Interesting facts about Estonia - This is a great opportunity to get acquainted with the sights and traditions of the Baltic States. Once this country was part of the USSR, but after its collapse, it took a different path of development than Russia.
We bring to your attention the most interesting facts about the Republic of Estonia.
15 interesting facts about Estonia
- The first settlements on the territory of modern Estonia appeared in the 10th century BC.
- Estonia is washed by the Baltic Sea, as well as the Gulf of Finland and the Gulf of Riga.
- An interesting fact is that about 20% of the entire territory of the country is occupied by swamps.
- The Church of St. Olaf, built in the 16th century, was once the tallest building on the planet - 159 m!
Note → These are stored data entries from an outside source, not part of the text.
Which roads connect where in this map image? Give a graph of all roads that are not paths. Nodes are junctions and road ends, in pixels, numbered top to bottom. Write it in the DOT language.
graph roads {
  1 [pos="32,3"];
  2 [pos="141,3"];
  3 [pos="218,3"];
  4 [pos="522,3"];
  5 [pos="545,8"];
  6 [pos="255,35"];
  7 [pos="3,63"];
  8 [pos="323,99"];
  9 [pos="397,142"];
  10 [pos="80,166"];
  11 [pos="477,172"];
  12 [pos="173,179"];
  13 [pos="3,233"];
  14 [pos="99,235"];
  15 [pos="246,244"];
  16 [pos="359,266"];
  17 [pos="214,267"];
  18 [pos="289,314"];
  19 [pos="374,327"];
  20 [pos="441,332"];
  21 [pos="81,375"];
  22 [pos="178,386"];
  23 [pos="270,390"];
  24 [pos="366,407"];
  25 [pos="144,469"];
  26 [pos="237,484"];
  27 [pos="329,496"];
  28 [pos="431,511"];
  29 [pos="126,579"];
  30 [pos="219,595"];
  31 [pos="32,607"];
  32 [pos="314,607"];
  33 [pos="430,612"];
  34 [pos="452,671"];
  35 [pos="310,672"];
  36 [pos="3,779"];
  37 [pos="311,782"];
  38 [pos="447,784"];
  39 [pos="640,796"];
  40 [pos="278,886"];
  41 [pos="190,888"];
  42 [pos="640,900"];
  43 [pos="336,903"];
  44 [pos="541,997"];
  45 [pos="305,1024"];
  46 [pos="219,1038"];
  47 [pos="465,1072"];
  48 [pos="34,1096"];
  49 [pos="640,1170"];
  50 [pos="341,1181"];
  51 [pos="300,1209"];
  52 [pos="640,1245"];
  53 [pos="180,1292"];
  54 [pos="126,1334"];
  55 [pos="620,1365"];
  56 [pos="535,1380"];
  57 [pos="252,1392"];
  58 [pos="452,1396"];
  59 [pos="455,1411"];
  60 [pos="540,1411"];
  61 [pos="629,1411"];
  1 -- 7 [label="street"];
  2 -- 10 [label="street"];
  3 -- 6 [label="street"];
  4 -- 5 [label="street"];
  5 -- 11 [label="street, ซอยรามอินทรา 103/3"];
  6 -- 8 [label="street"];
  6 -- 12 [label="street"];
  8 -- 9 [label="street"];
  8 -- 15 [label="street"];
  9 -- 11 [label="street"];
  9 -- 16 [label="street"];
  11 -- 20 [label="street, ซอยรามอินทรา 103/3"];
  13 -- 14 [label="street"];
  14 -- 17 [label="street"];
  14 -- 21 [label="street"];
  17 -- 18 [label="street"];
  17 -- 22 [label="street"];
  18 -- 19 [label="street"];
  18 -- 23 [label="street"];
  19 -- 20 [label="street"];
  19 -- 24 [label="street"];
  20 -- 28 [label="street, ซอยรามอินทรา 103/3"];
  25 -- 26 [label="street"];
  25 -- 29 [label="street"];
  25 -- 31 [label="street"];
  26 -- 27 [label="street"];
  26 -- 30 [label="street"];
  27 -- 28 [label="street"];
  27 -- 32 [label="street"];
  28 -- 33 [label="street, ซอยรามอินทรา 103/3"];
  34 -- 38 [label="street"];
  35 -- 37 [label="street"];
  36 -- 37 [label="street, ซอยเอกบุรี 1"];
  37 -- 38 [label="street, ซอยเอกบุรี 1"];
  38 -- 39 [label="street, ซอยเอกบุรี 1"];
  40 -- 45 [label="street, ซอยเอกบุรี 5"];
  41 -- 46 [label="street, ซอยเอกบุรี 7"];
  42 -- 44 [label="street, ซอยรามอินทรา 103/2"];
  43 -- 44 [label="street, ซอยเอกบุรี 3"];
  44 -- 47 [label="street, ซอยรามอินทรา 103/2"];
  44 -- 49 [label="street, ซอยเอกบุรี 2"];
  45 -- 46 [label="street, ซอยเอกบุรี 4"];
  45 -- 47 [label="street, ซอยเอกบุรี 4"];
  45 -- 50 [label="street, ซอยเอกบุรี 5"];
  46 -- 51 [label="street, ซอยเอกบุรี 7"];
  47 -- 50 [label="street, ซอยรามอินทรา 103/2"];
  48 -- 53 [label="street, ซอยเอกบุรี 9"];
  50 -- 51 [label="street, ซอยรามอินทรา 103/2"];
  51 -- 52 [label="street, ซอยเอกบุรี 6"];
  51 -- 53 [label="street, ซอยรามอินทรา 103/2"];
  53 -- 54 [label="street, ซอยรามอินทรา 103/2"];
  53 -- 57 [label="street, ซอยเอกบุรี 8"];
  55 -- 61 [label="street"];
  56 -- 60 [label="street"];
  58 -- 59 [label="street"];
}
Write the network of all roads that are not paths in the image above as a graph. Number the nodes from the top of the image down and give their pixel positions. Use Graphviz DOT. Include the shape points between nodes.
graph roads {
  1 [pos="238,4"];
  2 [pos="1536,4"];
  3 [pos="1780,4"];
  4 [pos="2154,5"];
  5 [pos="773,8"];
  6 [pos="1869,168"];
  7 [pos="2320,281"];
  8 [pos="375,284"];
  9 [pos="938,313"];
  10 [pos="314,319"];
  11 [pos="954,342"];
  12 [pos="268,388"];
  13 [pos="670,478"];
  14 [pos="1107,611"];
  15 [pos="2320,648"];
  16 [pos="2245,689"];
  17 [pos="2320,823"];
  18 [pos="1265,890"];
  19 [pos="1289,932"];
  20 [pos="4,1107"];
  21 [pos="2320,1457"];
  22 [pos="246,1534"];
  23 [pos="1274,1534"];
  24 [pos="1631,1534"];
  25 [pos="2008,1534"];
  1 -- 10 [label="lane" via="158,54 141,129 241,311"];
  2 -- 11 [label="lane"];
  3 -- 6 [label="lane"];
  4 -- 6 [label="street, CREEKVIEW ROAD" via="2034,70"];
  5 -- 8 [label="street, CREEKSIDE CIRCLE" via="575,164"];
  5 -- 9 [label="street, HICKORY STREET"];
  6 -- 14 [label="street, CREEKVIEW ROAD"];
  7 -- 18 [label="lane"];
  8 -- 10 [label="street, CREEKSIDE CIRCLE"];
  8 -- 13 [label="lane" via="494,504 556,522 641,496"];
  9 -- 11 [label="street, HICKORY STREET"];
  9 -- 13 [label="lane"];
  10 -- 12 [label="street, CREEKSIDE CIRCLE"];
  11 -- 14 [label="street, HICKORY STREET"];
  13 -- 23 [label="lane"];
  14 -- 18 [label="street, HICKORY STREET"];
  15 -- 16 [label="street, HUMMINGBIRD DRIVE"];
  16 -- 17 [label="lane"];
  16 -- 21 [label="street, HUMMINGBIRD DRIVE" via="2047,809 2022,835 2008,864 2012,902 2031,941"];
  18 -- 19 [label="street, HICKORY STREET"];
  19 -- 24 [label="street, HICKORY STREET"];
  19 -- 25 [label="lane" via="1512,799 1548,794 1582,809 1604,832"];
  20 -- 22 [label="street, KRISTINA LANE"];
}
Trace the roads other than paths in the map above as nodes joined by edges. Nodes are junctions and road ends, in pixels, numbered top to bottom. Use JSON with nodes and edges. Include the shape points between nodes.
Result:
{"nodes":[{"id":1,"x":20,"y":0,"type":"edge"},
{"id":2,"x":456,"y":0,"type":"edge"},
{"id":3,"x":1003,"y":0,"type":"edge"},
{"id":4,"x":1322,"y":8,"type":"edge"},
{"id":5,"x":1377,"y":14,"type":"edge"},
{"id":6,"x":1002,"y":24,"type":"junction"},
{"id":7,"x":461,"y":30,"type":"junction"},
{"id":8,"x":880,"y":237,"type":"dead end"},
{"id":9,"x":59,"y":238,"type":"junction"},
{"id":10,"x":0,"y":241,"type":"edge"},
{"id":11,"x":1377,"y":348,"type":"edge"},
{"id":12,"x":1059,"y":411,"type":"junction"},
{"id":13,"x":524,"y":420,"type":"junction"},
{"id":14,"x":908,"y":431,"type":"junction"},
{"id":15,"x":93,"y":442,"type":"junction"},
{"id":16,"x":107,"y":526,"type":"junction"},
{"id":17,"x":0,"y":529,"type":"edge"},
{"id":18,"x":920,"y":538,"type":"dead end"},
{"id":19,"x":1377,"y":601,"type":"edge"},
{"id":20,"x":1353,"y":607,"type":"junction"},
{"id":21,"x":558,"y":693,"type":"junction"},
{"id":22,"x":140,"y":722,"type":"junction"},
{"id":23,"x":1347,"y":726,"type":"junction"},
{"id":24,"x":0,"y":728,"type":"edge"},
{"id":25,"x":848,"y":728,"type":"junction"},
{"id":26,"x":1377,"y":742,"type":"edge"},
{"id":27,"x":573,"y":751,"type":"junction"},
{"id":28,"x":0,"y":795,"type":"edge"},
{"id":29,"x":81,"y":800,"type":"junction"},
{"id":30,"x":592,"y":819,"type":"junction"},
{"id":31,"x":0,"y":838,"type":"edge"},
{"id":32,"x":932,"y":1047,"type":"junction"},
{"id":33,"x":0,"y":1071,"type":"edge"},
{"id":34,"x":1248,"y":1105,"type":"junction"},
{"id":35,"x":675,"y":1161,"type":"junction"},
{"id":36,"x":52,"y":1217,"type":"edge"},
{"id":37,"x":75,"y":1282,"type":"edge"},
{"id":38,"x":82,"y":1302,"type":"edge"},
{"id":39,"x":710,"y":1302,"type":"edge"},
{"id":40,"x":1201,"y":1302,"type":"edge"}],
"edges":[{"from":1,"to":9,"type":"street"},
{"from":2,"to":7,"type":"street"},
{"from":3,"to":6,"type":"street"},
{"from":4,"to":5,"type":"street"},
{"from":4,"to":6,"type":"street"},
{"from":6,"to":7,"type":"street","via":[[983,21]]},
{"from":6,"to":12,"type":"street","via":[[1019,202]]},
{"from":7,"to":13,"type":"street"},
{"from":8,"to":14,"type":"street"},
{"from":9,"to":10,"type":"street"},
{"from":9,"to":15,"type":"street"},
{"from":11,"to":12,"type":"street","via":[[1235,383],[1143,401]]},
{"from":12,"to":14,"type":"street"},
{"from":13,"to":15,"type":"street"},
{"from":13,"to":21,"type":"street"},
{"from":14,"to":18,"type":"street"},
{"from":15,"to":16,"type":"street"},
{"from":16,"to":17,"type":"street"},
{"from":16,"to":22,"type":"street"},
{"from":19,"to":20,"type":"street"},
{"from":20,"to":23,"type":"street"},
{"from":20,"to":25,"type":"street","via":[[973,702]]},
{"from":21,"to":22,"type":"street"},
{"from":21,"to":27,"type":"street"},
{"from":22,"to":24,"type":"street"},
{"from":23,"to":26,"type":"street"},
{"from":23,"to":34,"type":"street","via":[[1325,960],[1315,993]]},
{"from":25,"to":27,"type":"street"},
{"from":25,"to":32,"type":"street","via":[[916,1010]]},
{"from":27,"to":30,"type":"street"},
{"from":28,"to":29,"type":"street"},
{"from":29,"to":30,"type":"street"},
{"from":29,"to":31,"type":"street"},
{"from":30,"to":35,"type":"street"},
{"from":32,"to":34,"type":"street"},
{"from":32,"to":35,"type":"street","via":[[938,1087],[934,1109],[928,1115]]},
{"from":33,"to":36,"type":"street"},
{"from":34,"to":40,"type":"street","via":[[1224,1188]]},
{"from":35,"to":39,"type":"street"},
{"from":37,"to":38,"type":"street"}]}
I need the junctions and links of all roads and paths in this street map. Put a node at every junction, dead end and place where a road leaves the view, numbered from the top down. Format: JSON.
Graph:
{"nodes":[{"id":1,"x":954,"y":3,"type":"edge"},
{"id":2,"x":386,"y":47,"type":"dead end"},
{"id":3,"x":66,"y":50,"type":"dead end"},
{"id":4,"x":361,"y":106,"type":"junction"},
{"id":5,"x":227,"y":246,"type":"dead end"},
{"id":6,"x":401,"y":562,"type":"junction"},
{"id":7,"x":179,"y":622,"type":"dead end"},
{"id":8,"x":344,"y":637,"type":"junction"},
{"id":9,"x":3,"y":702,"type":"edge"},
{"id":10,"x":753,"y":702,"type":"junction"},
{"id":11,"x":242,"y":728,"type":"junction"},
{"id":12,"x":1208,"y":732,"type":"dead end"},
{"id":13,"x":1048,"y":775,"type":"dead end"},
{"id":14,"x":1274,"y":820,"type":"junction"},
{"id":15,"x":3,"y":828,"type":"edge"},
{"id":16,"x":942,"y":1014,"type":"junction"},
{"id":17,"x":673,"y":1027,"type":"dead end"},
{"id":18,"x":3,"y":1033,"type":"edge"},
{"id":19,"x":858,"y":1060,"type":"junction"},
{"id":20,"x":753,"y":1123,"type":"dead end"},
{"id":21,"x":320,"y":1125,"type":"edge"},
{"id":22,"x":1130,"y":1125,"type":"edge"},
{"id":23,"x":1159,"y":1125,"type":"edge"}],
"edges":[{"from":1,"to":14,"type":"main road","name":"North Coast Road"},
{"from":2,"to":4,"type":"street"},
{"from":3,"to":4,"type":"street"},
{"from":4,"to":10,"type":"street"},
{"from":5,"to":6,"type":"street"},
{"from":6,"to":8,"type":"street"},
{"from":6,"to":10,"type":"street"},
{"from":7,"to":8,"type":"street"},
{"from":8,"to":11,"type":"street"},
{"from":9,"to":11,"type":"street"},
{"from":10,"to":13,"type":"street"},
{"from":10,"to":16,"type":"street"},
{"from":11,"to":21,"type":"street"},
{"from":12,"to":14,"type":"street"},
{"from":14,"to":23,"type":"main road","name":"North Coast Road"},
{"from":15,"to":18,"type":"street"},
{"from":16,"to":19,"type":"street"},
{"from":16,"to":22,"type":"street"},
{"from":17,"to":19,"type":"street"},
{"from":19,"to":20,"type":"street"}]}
By the way, the height of the famous American Statue of Liberty is only 93 meters.
- Estonia includes many islands located in the Baltic Sea.
- It is curious that in Estonian a multitude of words begin with the letter "s". In addition, the language has as many as 14 cases.
- Estonia is a member of the EU, NATO, and a member of the Schengen Agreement.
- Every year about 1.5 million tourists come to Estonia, which exceeds the number of Estonians themselves.
- Do you know that there are only 84 men for every 100 women?
- Among the postcommunist countries, Estonia is one of the most developed countries, second only to Slovenia and the Czech Republic.
- Kiking is a purely Estonian sport that is popular with the local population. It is a ride on a special spinning "sun" swing.
- When the authorities of Tallinn decided to make all municipal transport free, this contributed to the movement of many Estonians to the capital. Due to this, the city began to develop more actively in the economic and cultural plans.
- An interesting fact is that Estonia ranks 8th on the planet in terms of the number of medals won at the Olympic Games.
- On August 23, 1989, about 25% of all residents of Estonia, Lithuania and Latvia joined hands in a 600-km-long chain, connecting 3 capitals - Talin, Vilnius and Riga. The “Baltic Way” flashmob of protest showed the Balts' desire for independence and was timed to the 50th anniversary of the signing of the Molotov-Ribbentrop Pact, after which the Baltic States became part of the Soviet Union.
- The Estonian coat of arms is decorated with golden oak branches symbolizing strength.